31. März 2010 | Hochschule | von Arne Simann, Ruder-Event GmbH & Co. KG

Boatrace: Interview mit Simon Gawlik aus dem Oxford-Achter

Der Ruder-Bundesliga Pressesprecher Arne Simann interviewte den Frankfurter Simon Gawlik vor seinem Einsatz im Boot der „Dark Blues“ beim The Xchanging Boat Race am Samstag, 3. April.

Das legendäre Universitätsrennen auf der Londoner Themse wird von Eurosport ab 17.00 Uhr deutscher Zeit live übertragen.

RBL: Lieber Simon, schön, dass Du Dir für uns Zeit genommen hast und herzlichen Glückwunsch zur Nominierung für die erste Garde in Oxford. Seit wann bist Du dort?

Gawlik: Ich studiere seit September 2009 in Oxford.

RBL: In welchem Alter hast Du angefangen zu rudern?

Gawlik: Ich habe mit dem Rudern mit 12 Jahren im Ruder Club Nassovia Höchst bei Olaf Moll angefangen.

RBL: Bist Du familiär ruder- bzw. sportvorbelastet?

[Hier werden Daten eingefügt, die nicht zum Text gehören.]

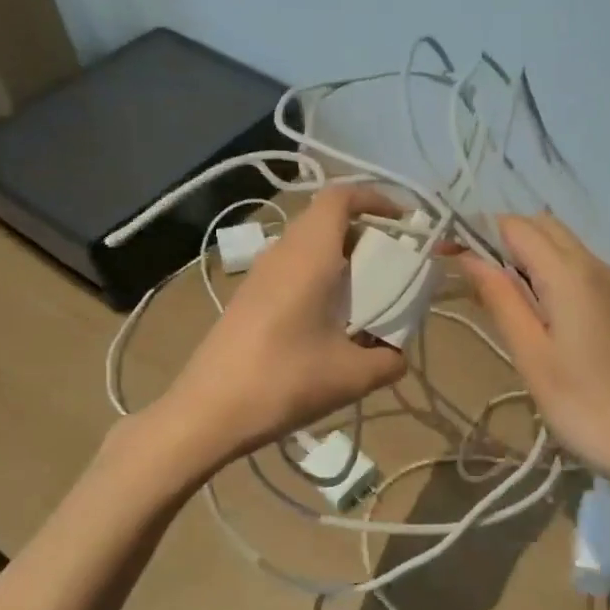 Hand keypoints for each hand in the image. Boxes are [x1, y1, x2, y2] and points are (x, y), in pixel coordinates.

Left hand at [158, 187, 407, 464]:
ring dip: (341, 259)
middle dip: (365, 233)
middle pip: (326, 219)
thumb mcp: (352, 376)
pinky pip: (292, 269)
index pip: (339, 197)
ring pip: (307, 245)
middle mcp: (282, 253)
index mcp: (308, 255)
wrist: (207, 412)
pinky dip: (319, 278)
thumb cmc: (284, 381)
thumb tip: (397, 354)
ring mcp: (259, 275)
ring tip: (366, 297)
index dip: (375, 198)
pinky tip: (329, 322)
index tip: (403, 222)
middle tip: (392, 267)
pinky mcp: (247, 297)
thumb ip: (388, 360)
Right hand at [461, 213, 609, 484]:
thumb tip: (468, 256)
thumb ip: (500, 299)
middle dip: (500, 240)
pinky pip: (574, 269)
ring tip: (496, 300)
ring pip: (559, 246)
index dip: (476, 232)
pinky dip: (545, 274)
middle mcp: (593, 265)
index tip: (445, 256)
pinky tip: (532, 314)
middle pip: (540, 227)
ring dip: (523, 257)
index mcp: (569, 273)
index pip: (515, 225)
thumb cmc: (584, 404)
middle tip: (471, 282)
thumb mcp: (531, 355) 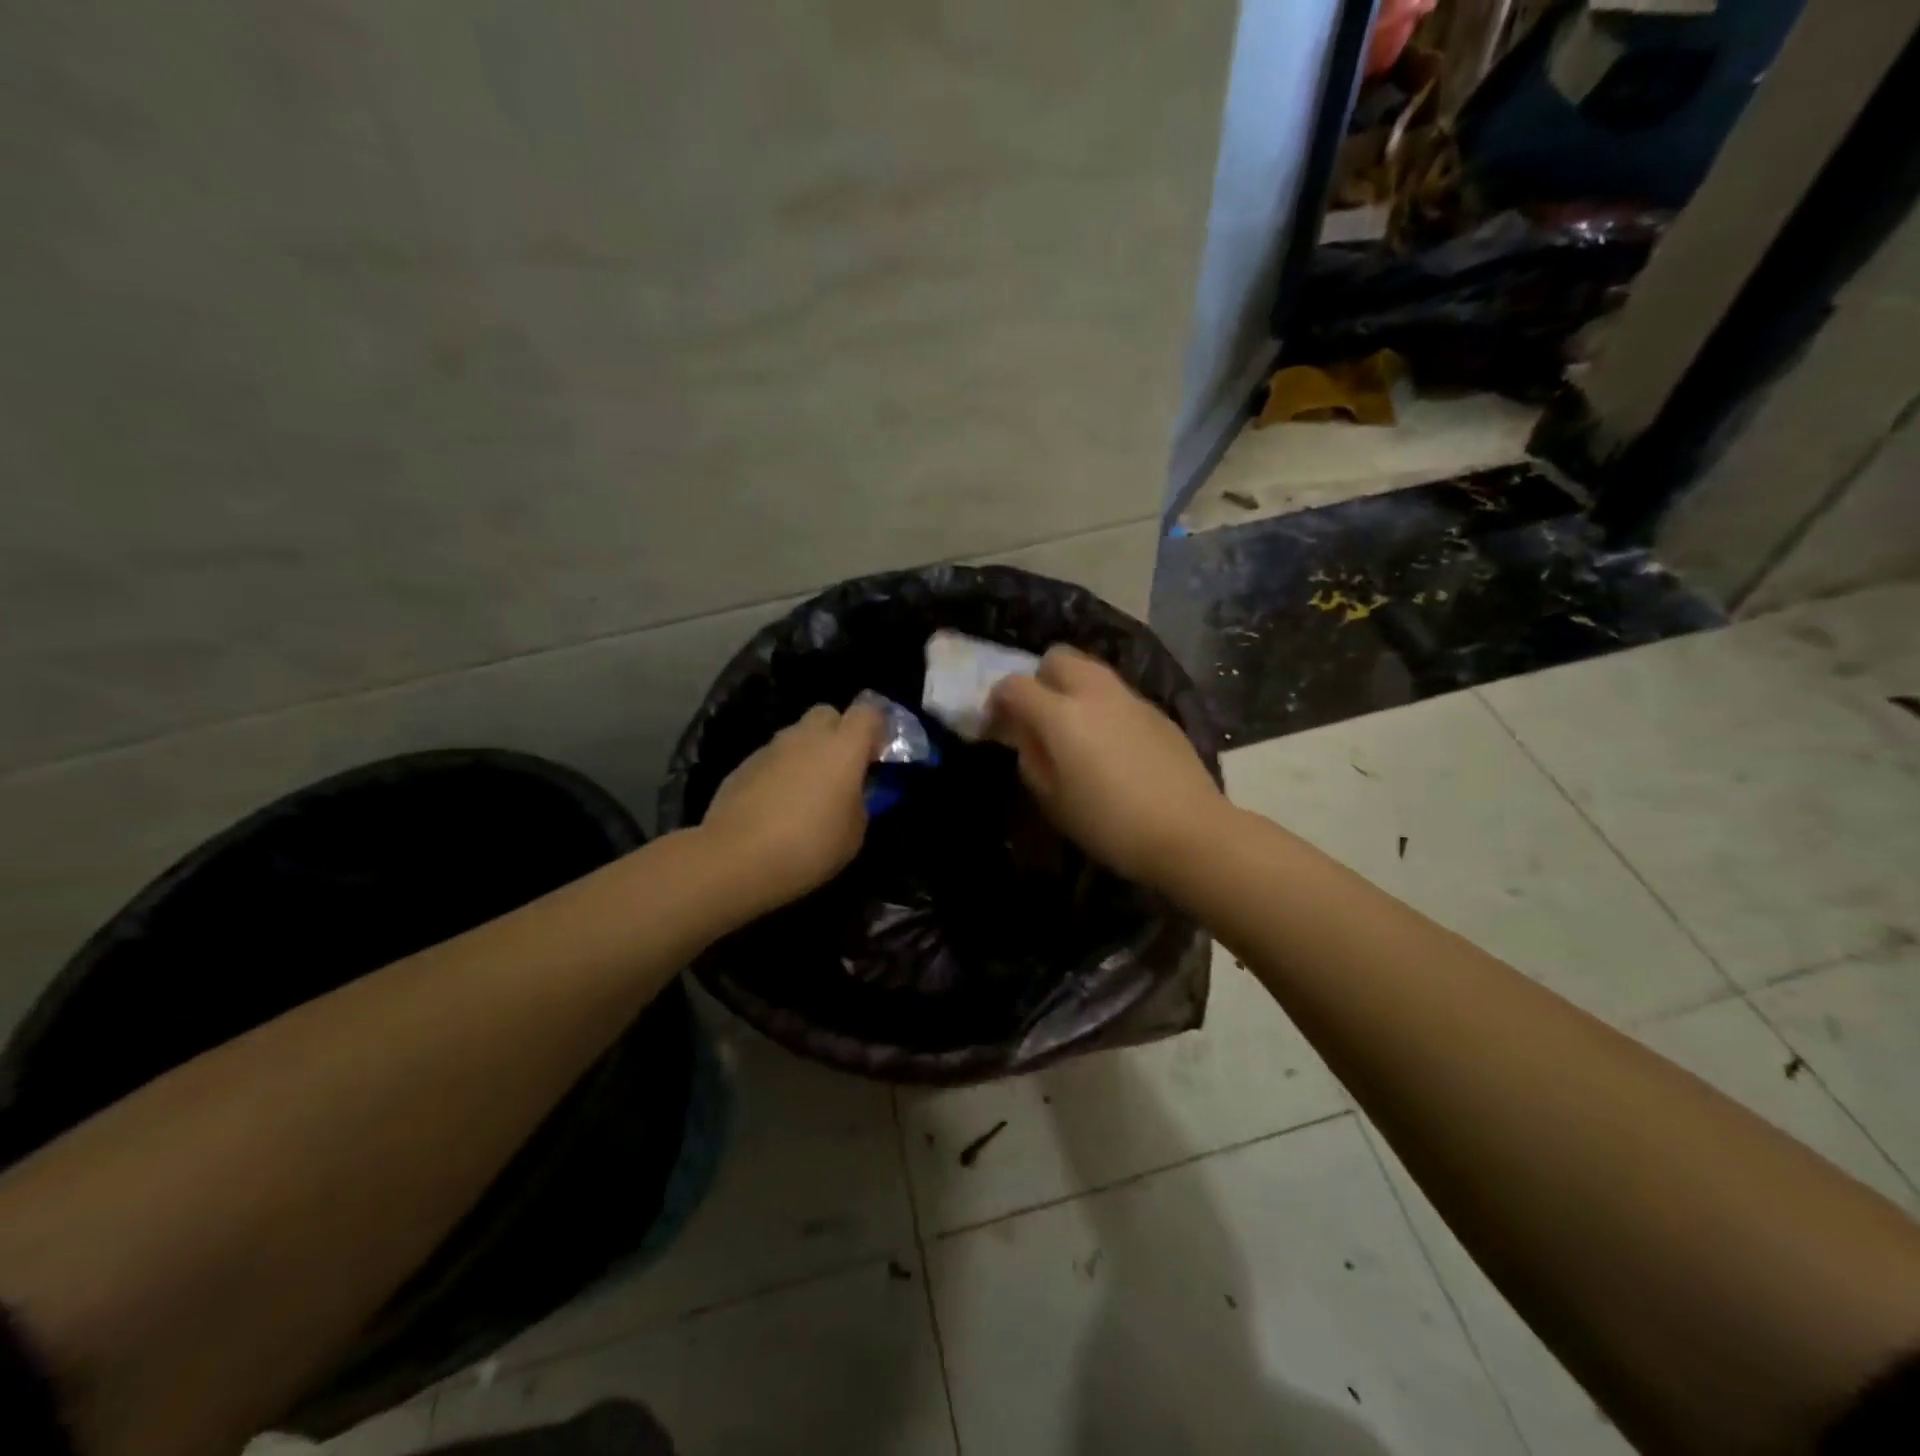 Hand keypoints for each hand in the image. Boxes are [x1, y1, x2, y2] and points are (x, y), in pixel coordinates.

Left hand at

Gawlik: Mein Vater ist als Student in Prag gerudert. Mein Onkel mütterlicherseits ist auch als Kind im Ruderclub Nassovia Höchst gerudert.

RBL: Was waren Deine Erfolge in Deutschland für den DRV?

Gawlik:  Für den DRV bin ich von 2002 bis 2005 in der Junioren- und U23-Mannschaft gefahren. Dabei haben wir 2002 Silber und 2004 Gold im Doppelvierer gewonnen.

RBL: Wann begann die Selektion für das Universitätsteam aus Oxford?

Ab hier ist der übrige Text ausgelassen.